About this exercise
Starting at the first line and ending at the last, reproduce the records below exactly.

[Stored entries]
————————
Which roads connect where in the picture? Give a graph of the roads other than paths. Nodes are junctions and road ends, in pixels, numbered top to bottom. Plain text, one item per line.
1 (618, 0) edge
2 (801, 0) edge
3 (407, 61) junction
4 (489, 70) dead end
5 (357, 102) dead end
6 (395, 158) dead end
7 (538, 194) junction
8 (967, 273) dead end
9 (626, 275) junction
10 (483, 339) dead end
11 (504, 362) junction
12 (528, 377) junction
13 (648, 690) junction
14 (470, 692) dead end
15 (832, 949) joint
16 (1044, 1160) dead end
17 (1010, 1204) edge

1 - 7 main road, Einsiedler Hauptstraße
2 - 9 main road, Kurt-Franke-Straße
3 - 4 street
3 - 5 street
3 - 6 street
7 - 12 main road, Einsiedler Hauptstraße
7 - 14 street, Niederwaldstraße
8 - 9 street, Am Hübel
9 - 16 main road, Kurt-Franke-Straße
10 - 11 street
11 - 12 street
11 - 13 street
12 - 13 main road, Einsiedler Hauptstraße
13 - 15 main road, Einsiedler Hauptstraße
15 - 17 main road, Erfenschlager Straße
————————
Expected output
Which roads connect where in the picture? Give a graph of the roads other than paths. Nodes are junctions and road ends, in pixels, numbered top to bottom. Plain text, one item per line.
1 (618, 0) edge
2 (801, 0) edge
3 (407, 61) junction
4 (489, 70) dead end
5 (357, 102) dead end
6 (395, 158) dead end
7 (538, 194) junction
8 (967, 273) dead end
9 (626, 275) junction
10 (483, 339) dead end
11 (504, 362) junction
12 (528, 377) junction
13 (648, 690) junction
14 (470, 692) dead end
15 (832, 949) joint
16 (1044, 1160) dead end
17 (1010, 1204) edge

1 - 7 main road, Einsiedler Hauptstraße
2 - 9 main road, Kurt-Franke-Straße
3 - 4 street
3 - 5 street
3 - 6 street
7 - 12 main road, Einsiedler Hauptstraße
7 - 14 street, Niederwaldstraße
8 - 9 street, Am Hübel
9 - 16 main road, Kurt-Franke-Straße
10 - 11 street
11 - 12 street
11 - 13 street
12 - 13 main road, Einsiedler Hauptstraße
13 - 15 main road, Einsiedler Hauptstraße
15 - 17 main road, Erfenschlager Straße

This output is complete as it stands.